William_S comments on Can corrigibility be learned safely?

William_S 4 Apr 2018 17:45 UTC
LW: 2 AF: 2
0
AF
I don’t have optimism about finding a core which is already highly competent at these tasks.
I’m a little confused about what this statement means. I thought that if you have an overseer that implements some reasoning core, and consider amplify(overseer) with infinite computation time and unlimited ability to query the world (ie. for background information on what humans seem to want, how they behave, etc.), then amplify(overseer) should be able to solve any problem that an agent produced by iterating IDA could solve.
Did you mean to say that
- “already highly competent at these tasks” means that the core should be able to solve these problems without querying the world at all, and this is not likely to be possible?
- you don’t expect to find a core such that only one round of amplification of amplify(overseer) can solve practical tasks in any reasonable amount of time/number of queries?
- There is some other way that the agent produced by IDA would be more competent than the original amplified overseer?
- paulfchristiano 4 Apr 2018 19:38 UTC
  LW: 3 AF: 2
  0
  AF Parent
  I mean that the core itself, as a policy, won’t be able to solve these problems. It also won’t solve it after a small number of amplification steps. And probably it will have to query the world.

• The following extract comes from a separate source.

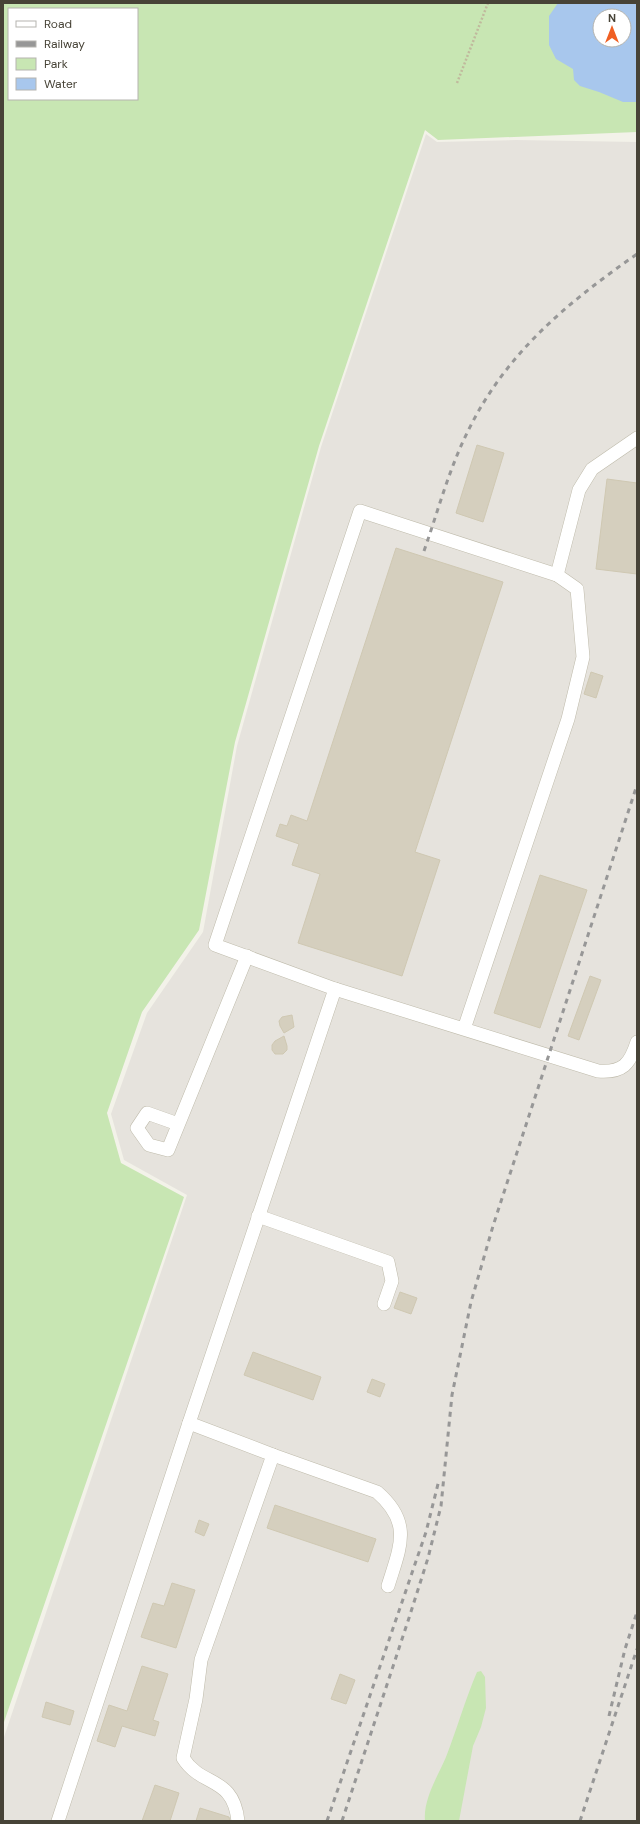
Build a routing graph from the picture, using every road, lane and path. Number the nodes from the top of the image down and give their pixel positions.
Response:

  - William_S 4 Apr 2018 19:49 UTC
    LW: 3 AF: 2
    0
    AF Parent
    What is the difference between “core after a small number of amplification steps” and “core after a large number of amplification steps” that isn’t captured in “larger effective computing power” or “larger set of information about the world”, and allows the highly amplified core to solve these problems?
    - paulfchristiano 7 Apr 2018 4:09 UTC
      LW: 5 AF: 3
      0
      AF Parent
      I didn’t mean to suggest there is a difference other than giving it more computation and more data.
      I was imagining Amplify(X) as a procedure that calls X a bounded number of times, so that you need to iterate Amplify in order to have arbitrarily large runtimes, while I think you were imagining a parameterized operation Amplify(X, n) that takes n time and so can be scaled up directly. Your usage also seems fine.
      Even if that’s not the difference, I strongly expect we are on the same page here about everything other than words. I’ve definitely updated some about the difficulty of words.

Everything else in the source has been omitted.